His crisis call for a “national education emergency” to be declared amplified in Newstalk ZB's news bulletins - and in an interview the same day on Newstalk ZB Drive show, Hartwich restated his grievances and a call to “get back to basics”.

It was pretty basic criticism - highlighting problems rather than problem-solving - and not much of a blueprint for ‘rebuilding better'. Isn't this the kind of strident doctrinaire stuff Liam Dann said was holding the country back?  

“I think to look at one column or one interview - that's what we're trying to get away from. This is a long term project and one of the topics we're going to tackle in depth is education,” Rowe said. 

“The New Zealand Initiative has done a lot of research on (education) particularly around literacy and set the tone for debate and brought those things to the surface.
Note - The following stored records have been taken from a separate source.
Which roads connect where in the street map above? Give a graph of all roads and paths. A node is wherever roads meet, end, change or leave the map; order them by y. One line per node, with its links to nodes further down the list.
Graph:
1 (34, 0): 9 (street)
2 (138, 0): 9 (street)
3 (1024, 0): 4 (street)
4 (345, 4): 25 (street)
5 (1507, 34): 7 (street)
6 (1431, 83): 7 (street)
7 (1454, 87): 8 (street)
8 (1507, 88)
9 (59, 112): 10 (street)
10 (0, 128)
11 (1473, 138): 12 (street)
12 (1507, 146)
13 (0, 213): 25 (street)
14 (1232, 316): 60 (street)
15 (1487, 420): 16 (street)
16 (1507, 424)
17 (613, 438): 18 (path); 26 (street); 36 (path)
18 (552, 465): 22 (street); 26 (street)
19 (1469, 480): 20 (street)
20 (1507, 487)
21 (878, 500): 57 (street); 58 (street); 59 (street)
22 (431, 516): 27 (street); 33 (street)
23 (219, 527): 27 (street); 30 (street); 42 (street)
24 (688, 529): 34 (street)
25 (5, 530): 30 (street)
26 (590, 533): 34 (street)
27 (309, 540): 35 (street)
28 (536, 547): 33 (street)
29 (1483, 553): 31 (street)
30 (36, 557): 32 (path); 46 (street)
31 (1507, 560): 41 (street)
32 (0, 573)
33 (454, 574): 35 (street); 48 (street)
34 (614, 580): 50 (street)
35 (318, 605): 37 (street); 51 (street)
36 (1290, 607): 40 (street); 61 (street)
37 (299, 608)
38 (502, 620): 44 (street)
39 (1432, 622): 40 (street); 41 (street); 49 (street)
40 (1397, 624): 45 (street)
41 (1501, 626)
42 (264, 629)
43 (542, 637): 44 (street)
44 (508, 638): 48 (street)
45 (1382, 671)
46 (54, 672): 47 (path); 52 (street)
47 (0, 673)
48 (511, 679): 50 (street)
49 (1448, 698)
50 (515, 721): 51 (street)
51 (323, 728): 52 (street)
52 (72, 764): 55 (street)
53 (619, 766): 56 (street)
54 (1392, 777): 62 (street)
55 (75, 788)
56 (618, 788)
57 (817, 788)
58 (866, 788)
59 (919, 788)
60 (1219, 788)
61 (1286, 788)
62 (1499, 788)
So it would be terrible if people saw it as just a right-wing point of view and discount it,” Rowe said.  

“The important thing is to look at the ideas as what they are, rather than where they come from. That's why we're creating an overall brand and a hub for this content, so that we can explore it over a period of time and look at the various arguments,” Rowe told Mediawatch

Have media actually encouraged what Liam Dann described as “the daily and weekly scraps about the short-term economic cycle” by airing a lot of opinion focusing on that rather than the issues of substance?
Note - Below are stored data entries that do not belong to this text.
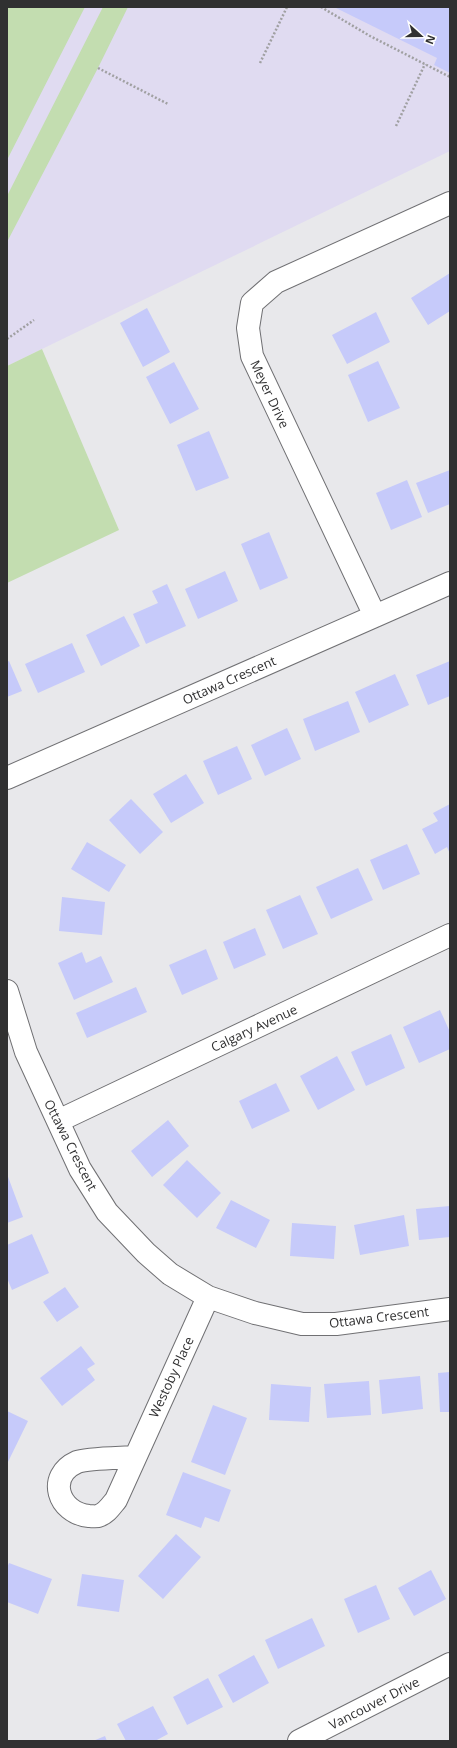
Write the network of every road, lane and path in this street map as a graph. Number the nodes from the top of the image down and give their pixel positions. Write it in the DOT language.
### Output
graph roads {
  1 [pos="287,7"];
  2 [pos="321,7"];
  3 [pos="260,64"];
  4 [pos="426,64"];
  5 [pos="98,68"];
  6 [pos="450,77"];
  7 [pos="168,104"];
  8 [pos="396,126"];
  9 [pos="450,203"];
  10 [pos="34,320"];
  11 [pos="7,339"];
  12 [pos="450,583"];
  13 [pos="375,616"];
  14 [pos="7,778"];
  15 [pos="450,935"];
  16 [pos="7,991"];
  17 [pos="58,1121"];
  18 [pos="208,1297"];
  19 [pos="450,1309"];
  20 [pos="135,1457"];
  21 [pos="450,1664"];
  22 [pos="299,1741"];
  1 -- 3 [label="path"];
  2 -- 4 [label="path"];
  4 -- 6 [label="path"];
  4 -- 8 [label="path"];
  5 -- 7 [label="path"];
  9 -- 13 [label="street, Meyer Drive"];
  10 -- 11 [label="path"];
  12 -- 13 [label="street, Ottawa Crescent"];
  13 -- 14 [label="street, Ottawa Crescent"];
  15 -- 17 [label="street, Calgary Avenue"];
  16 -- 17 [label="street, Ottawa Crescent"];
  17 -- 18 [label="street, Ottawa Crescent"];
  18 -- 19 [label="street, Ottawa Crescent"];
  18 -- 20 [label="street, Westoby Place"];
  21 -- 22 [label="street, Vancouver Drive"];
}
“Well, we don't want to be boring. And we are also commercial to the extent that we've got it got to be attention-grabbing," he said. 

“It is also an issue for the right I think right now, and hyperbole doesn't help ... and I think a lot of the sort of shrill, anti-woke kind of stuff isn't helping that cause,” Dann said. 

In his article calling for a new mindset, Dann argued we need “bold leadership with the confidence to accurately implement the right policy approach for the right issue”.

But sometimes when politicians are bold, they are punished by public opinion and in the media. 

The recent announcement on charging for emissions from agriculture sparked a wave of commentary in the media including claims the world doesn't care if New Zealand is ‘world-leading’ on this or not. The most strident and persistent ‘one note’ criticism was aired by another NZME platform, The Country.  

“That is a show that reflects the views of farmers. We're a country where agriculture is completely central to our economy, and farmers have a lot of power. So those are realities of life in New Zealand  and we've got to hear these views,” Dann said.

“When there was a large groundswell of opinion, you have to acknowledge that,” Dann said, referencing the rural protest movement that took to the streets to oppose ‘unworkable regulations’.

“We're a commercial organisation, so audiences are always central. There's a constant dynamic of how much we can push the agenda along. There's a feedback loop between the media and audience. I'm all in favour of the media doing what it can, but you don't want to be oppressively applying an agenda through the media or you end up with people just rejecting the mainstream media. And that's worse,” Dann said. 

“You have to be a fairly wide net and I would say Newstalk and the Herald is a wide net. It's not the same as the UK where you have a segmented audience, it is a constant balancing act and it's thought about a lot by senior editors,” Dann told Mediawatch

“If they're going to announce something regarding farming emissions, there's going to be a big backlash. I think that's where the boldness comes in. It's not about trying soothe the debate - it's about the politicians and the leaders having the courage of their convictions and making it work if that's what they think the country deserves and needs,” Rowe said. 

“You can lead your audience or you can follow your audience, but you've got to have your audience with you. And that's close to our thinking in everything that we do,” Rowe said.